Wednesday, September 27, 2006

Fluffy websites demo

I am investigating a lot of fluffy websites, with AJAX, Web 2.0, Intarweb and social networking.

Here's the current list:

Social activities
  • MySpace is a social networking oriented site with focus on dating and friendship, interests and other typical teenager activities. For instance, my freshly created profile claimed by default that I was single and didn't want any children, and that I was friend with a guy named Tom. MySpace users customize their pages to really create their personal homepages, but linked in with other MySpace people.
  • FaceBook is a similar concept, but seems a bit more mature. I could set my relationship status to stuff like engaged, married or "It's complicated". FaceBook focuses on the networks you already have, like people from your school, city or working place.
  • Orkut is a highly connected social networking thing, where the main concept is really just showing off how many "friends" you've got. What started out as an interesting thing ("Ooo, I didn't know my friend A knew my friend B!") has now decayed into a Brazilian dating site.
  • LinkedIn is a business approach to the Orkut concept. Instead of friends, here the focus is on your CV and where you have worked, so that you can connect with old and current colleagues, and maybe find a new job.
  • LiveJournal is about the blogging, so you write small stuff in your own blog.
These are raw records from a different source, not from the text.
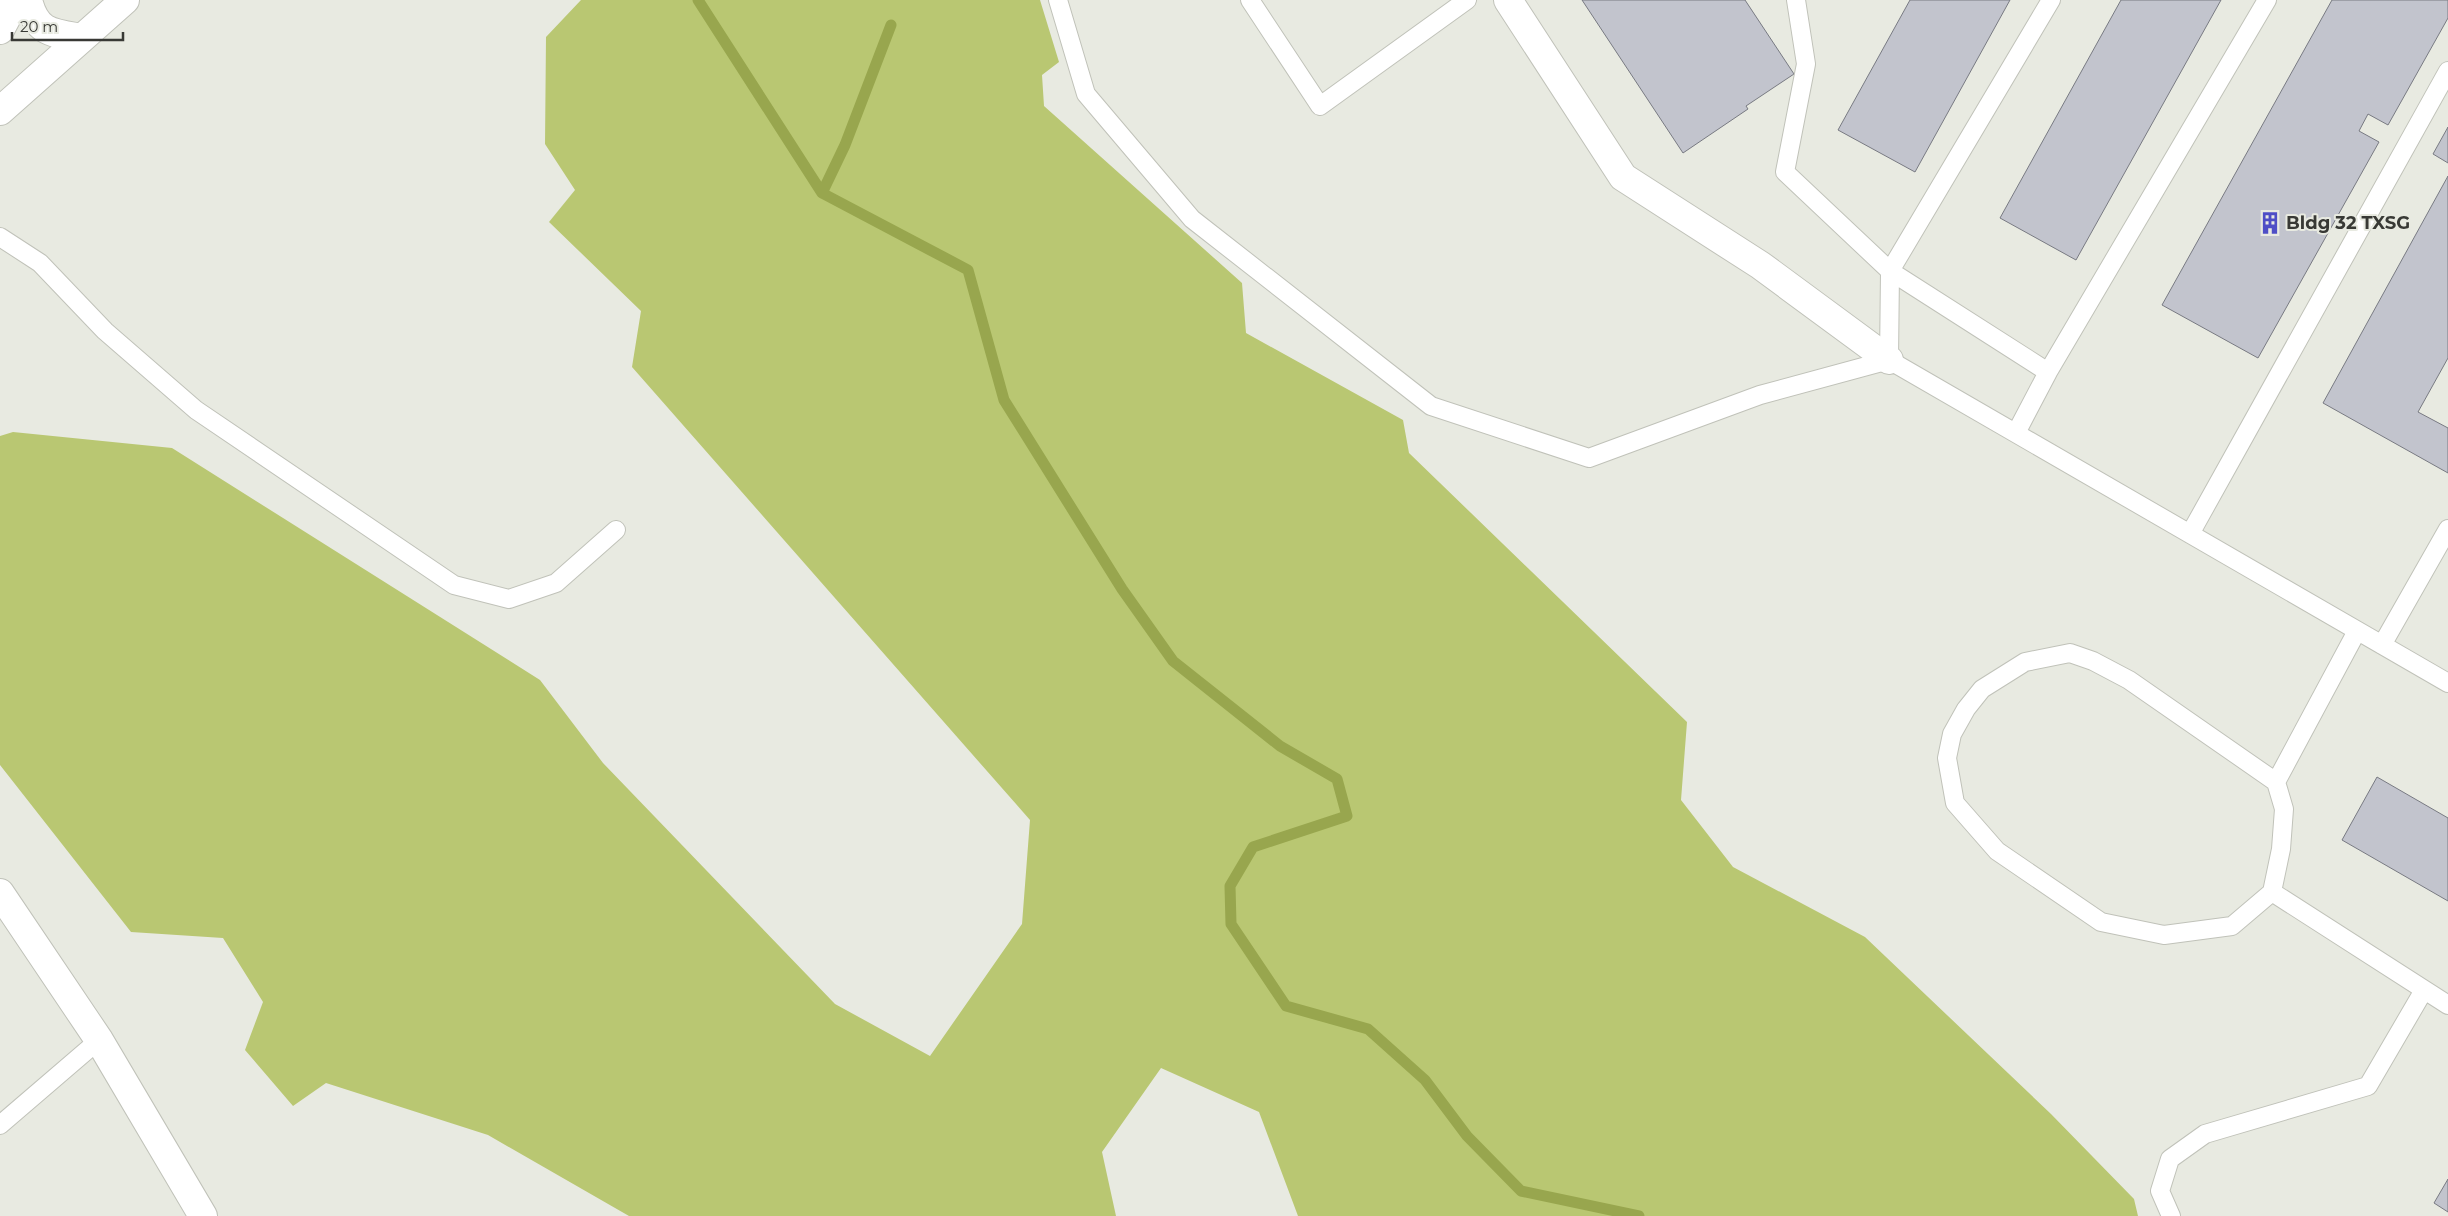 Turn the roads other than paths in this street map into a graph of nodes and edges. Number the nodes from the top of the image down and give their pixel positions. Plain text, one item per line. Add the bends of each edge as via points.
1 (16, 0) edge
2 (28, 0) edge
3 (125, 0) edge
4 (1058, 0) edge
5 (1250, 0) edge
6 (1467, 0) edge
7 (1508, 0) edge
8 (1796, 0) edge
9 (2051, 0) edge
10 (2267, 0) edge
11 (0, 30) edge
12 (82, 38) junction
13 (2448, 71) edge
14 (0, 111) edge
15 (0, 237) edge
16 (1890, 271) junction
17 (1889, 360) junction
18 (2048, 372) junction
19 (2016, 433) junction
20 (2448, 529) edge
21 (616, 530) dead end
22 (2190, 534) junction
23 (2357, 631) junction
24 (2382, 645) junction
25 (2448, 683) edge
26 (2276, 782) junction
27 (2272, 892) junction
28 (0, 893) edge
29 (2424, 990) junction
30 (2448, 1005) edge
31 (98, 1040) junction
32 (0, 1125) edge
33 (203, 1216) edge
34 (2171, 1216) edge

1 - 11 street
2 - 12 street via 32,16 50,32
3 - 12 street
4 - 17 lane via 1086,94 1192,219 1432,406 1589,458 1760,395
5 - 6 lane via 1320,106
7 - 17 street via 1623,177 1760,265
8 - 16 lane via 1806,64 1785,172
9 - 16 lane
10 - 18 lane
12 - 14 street
13 - 22 lane
15 - 21 lane via 40,263 105,331 196,410 454,585 509,599 518,596 556,583
16 - 17 lane
16 - 18 lane
17 - 19 lane
18 - 19 lane
19 - 22 lane
20 - 24 lane
22 - 23 lane
23 - 24 lane
23 - 26 lane
24 - 25 lane
26 - 27 lane via 2284,809 2281,849
26 - 27 lane via 2129,680 2070,653 2025,662 1982,690 1966,709 1952,734 1947,758 1955,803 1998,851 2100,922 2164,935 2232,926
27 - 29 lane
28 - 31 street
29 - 30 lane
29 - 34 lane via 2368,1086 2205,1134 2170,1159 2160,1191
31 - 32 lane
31 - 33 street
Most LiveJournal blogs seems to talk about boring stuff such as what kind of food the kitten in the house is getting, or metablogs that links to other LiveJournal users and discuss further topics from the original blog.
  • Blogger is just blogging, and doesn't have an inherited system for linking up with other bloggers, but has a system for keeping track of other blogs.
Content sharing
  • YouTube is a video sharing community, where people upload their home produced videos. Very popular for "funny" and "cool" stuff among teenagers, for instance you could find the good old Mentos&Coke videos here.
  • Google Video is similar to YouTube, but more focus on searching and finding videoes than sharing and discussing them.
  • Flickr is a highly popular photo sharing site, utilising tags and groups for viewing similar photos, which can then be commented on.
Collaboration tools
  • Google Spreadsheets lets you do "Excel" online and share the spreadsheets. I'm not sure how many businesses are willing to save their budget with Google, though.
  • Google Calendar can share calendars with your friends and colleagues, and you can make multiple calendars, like one for your football team.
News & bookmarks
  • del.icio.us is a social bookmarking site, using tags and showing popular pages by aggregating the bookmarks of all users.
  • digg is similar, but looks very much more modern and more (technology) news oriented. There's even a weekly videocast showing the pages that were popular on digg during the last week. Users vote for pages they like, and add comments in a slashdot-ish way.
  • Blogmarks does bookmarking, the single feature I can see that makes it special is that you get thumbnail views of the different webpages.
  • furl also does bookmarking, but in addition can archive the website as it was when you "furled" it, giving you your very own wayback machine.
  • CiteULike keeps track of your papers and references, and can even generate a BibTex of your library. Tags and author names are globally clickable, so you can see similar papers submitted by other users. You still have to gain access to the the actual papers the old fashioned way.
  • Connotea is Nature's attempt to build a paper reference library, also including tags and its own wiki.
  • Google Scholar is not collaborative, but it can search and find most published scientific papers.
Knowledge base
  • Wikipedia is an online encyclopedia, probably the worlds greatest and most popular wiki. Anyone can edit and add articles, extending and correcting the collaborative knowledge.